→ TASK DIRECTIONS
Give back the full data, unchanged and complete.

Stored items
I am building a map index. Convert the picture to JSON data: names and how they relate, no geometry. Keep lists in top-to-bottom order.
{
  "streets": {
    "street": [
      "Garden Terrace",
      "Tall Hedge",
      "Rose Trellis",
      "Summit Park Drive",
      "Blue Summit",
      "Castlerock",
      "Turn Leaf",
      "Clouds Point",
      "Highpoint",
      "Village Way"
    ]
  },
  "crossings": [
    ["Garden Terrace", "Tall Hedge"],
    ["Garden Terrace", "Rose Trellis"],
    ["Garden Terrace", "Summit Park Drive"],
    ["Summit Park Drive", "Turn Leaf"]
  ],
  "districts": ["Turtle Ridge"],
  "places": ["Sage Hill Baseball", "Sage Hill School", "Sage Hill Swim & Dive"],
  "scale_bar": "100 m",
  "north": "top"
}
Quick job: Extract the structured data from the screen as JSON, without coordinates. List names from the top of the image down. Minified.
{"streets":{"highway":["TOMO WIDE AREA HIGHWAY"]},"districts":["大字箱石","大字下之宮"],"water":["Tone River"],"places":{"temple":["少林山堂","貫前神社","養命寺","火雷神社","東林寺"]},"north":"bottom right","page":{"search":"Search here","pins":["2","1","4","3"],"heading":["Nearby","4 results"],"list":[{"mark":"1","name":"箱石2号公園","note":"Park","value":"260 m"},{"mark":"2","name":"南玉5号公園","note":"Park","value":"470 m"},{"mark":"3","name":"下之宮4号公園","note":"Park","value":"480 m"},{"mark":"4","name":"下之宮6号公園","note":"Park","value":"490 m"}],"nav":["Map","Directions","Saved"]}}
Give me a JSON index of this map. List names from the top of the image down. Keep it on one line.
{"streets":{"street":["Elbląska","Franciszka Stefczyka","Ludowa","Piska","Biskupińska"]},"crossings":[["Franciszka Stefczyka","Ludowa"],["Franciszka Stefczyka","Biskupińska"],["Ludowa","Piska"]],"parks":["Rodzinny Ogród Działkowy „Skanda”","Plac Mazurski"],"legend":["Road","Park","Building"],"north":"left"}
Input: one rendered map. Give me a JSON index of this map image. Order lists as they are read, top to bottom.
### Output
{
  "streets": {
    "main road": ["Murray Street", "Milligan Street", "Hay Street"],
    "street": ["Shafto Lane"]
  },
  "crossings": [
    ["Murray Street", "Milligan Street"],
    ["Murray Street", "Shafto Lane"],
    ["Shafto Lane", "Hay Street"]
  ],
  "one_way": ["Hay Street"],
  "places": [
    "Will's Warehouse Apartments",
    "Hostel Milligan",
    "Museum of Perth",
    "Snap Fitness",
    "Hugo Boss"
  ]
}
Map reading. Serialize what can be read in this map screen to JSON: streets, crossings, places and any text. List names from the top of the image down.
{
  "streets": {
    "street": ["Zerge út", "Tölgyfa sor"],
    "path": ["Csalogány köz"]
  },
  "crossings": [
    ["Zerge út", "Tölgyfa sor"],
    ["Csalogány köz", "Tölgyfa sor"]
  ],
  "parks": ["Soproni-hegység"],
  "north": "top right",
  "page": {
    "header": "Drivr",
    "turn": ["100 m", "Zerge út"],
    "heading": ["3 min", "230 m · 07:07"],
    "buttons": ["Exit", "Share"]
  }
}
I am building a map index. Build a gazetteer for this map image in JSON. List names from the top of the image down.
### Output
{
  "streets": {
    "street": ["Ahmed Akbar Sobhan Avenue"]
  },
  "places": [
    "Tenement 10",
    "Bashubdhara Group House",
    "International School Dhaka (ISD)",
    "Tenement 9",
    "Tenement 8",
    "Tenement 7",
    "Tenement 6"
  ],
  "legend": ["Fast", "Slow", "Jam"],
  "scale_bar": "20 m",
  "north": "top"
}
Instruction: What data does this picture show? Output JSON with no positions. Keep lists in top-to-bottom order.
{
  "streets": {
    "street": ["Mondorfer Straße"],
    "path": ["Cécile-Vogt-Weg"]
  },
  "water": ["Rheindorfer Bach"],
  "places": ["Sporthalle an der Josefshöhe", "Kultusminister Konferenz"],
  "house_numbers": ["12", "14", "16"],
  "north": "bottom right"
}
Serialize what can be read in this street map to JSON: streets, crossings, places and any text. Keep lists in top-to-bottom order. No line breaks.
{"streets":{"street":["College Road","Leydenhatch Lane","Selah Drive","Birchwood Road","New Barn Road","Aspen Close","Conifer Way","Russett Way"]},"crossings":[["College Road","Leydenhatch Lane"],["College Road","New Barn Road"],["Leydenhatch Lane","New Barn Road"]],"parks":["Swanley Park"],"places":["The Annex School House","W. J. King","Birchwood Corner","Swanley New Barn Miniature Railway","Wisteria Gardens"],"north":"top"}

→ EXERCISE SOLUTION
I am building a map index. Convert the picture to JSON data: names and how they relate, no geometry. Keep lists in top-to-bottom order.
{
  "streets": {
    "street": [
      "Garden Terrace",
      "Tall Hedge",
      "Rose Trellis",
      "Summit Park Drive",
      "Blue Summit",
      "Castlerock",
      "Turn Leaf",
      "Clouds Point",
      "Highpoint",
      "Village Way"
    ]
  },
  "crossings": [
    ["Garden Terrace", "Tall Hedge"],
    ["Garden Terrace", "Rose Trellis"],
    ["Garden Terrace", "Summit Park Drive"],
    ["Summit Park Drive", "Turn Leaf"]
  ],
  "districts": ["Turtle Ridge"],
  "places": ["Sage Hill Baseball", "Sage Hill School", "Sage Hill Swim & Dive"],
  "scale_bar": "100 m",
  "north": "top"
}
Quick job: Extract the structured data from the screen as JSON, without coordinates. List names from the top of the image down. Minified.
{"streets":{"highway":["TOMO WIDE AREA HIGHWAY"]},"districts":["大字箱石","大字下之宮"],"water":["Tone River"],"places":{"temple":["少林山堂","貫前神社","養命寺","火雷神社","東林寺"]},"north":"bottom right","page":{"search":"Search here","pins":["2","1","4","3"],"heading":["Nearby","4 results"],"list":[{"mark":"1","name":"箱石2号公園","note":"Park","value":"260 m"},{"mark":"2","name":"南玉5号公園","note":"Park","value":"470 m"},{"mark":"3","name":"下之宮4号公園","note":"Park","value":"480 m"},{"mark":"4","name":"下之宮6号公園","note":"Park","value":"490 m"}],"nav":["Map","Directions","Saved"]}}
Give me a JSON index of this map. List names from the top of the image down. Keep it on one line.
{"streets":{"street":["Elbląska","Franciszka Stefczyka","Ludowa","Piska","Biskupińska"]},"crossings":[["Franciszka Stefczyka","Ludowa"],["Franciszka Stefczyka","Biskupińska"],["Ludowa","Piska"]],"parks":["Rodzinny Ogród Działkowy „Skanda”","Plac Mazurski"],"legend":["Road","Park","Building"],"north":"left"}
Input: one rendered map. Give me a JSON index of this map image. Order lists as they are read, top to bottom.
### Output
{
  "streets": {
    "main road": ["Murray Street", "Milligan Street", "Hay Street"],
    "street": ["Shafto Lane"]
  },
  "crossings": [
    ["Murray Street", "Milligan Street"],
    ["Murray Street", "Shafto Lane"],
    ["Shafto Lane", "Hay Street"]
  ],
  "one_way": ["Hay Street"],
  "places": [
    "Will's Warehouse Apartments",
    "Hostel Milligan",
    "Museum of Perth",
    "Snap Fitness",
    "Hugo Boss"
  ]
}
Map reading. Serialize what can be read in this map screen to JSON: streets, crossings, places and any text. List names from the top of the image down.
{
  "streets": {
    "street": ["Zerge út", "Tölgyfa sor"],
    "path": ["Csalogány köz"]
  },
  "crossings": [
    ["Zerge út", "Tölgyfa sor"],
    ["Csalogány köz", "Tölgyfa sor"]
  ],
  "parks": ["Soproni-hegység"],
  "north": "top right",
  "page": {
    "header": "Drivr",
    "turn": ["100 m", "Zerge út"],
    "heading": ["3 min", "230 m · 07:07"],
    "buttons": ["Exit", "Share"]
  }
}
I am building a map index. Build a gazetteer for this map image in JSON. List names from the top of the image down.
### Output
{
  "streets": {
    "street": ["Ahmed Akbar Sobhan Avenue"]
  },
  "places": [
    "Tenement 10",
    "Bashubdhara Group House",
    "International School Dhaka (ISD)",
    "Tenement 9",
    "Tenement 8",
    "Tenement 7",
    "Tenement 6"
  ],
  "legend": ["Fast", "Slow", "Jam"],
  "scale_bar": "20 m",
  "north": "top"
}
Instruction: What data does this picture show? Output JSON with no positions. Keep lists in top-to-bottom order.
{
  "streets": {
    "street": ["Mondorfer Straße"],
    "path": ["Cécile-Vogt-Weg"]
  },
  "water": ["Rheindorfer Bach"],
  "places": ["Sporthalle an der Josefshöhe", "Kultusminister Konferenz"],
  "house_numbers": ["12", "14", "16"],
  "north": "bottom right"
}
Serialize what can be read in this street map to JSON: streets, crossings, places and any text. Keep lists in top-to-bottom order. No line breaks.
{"streets":{"street":["College Road","Leydenhatch Lane","Selah Drive","Birchwood Road","New Barn Road","Aspen Close","Conifer Way","Russett Way"]},"crossings":[["College Road","Leydenhatch Lane"],["College Road","New Barn Road"],["Leydenhatch Lane","New Barn Road"]],"parks":["Swanley Park"],"places":["The Annex School House","W. J. King","Birchwood Corner","Swanley New Barn Miniature Railway","Wisteria Gardens"],"north":"top"}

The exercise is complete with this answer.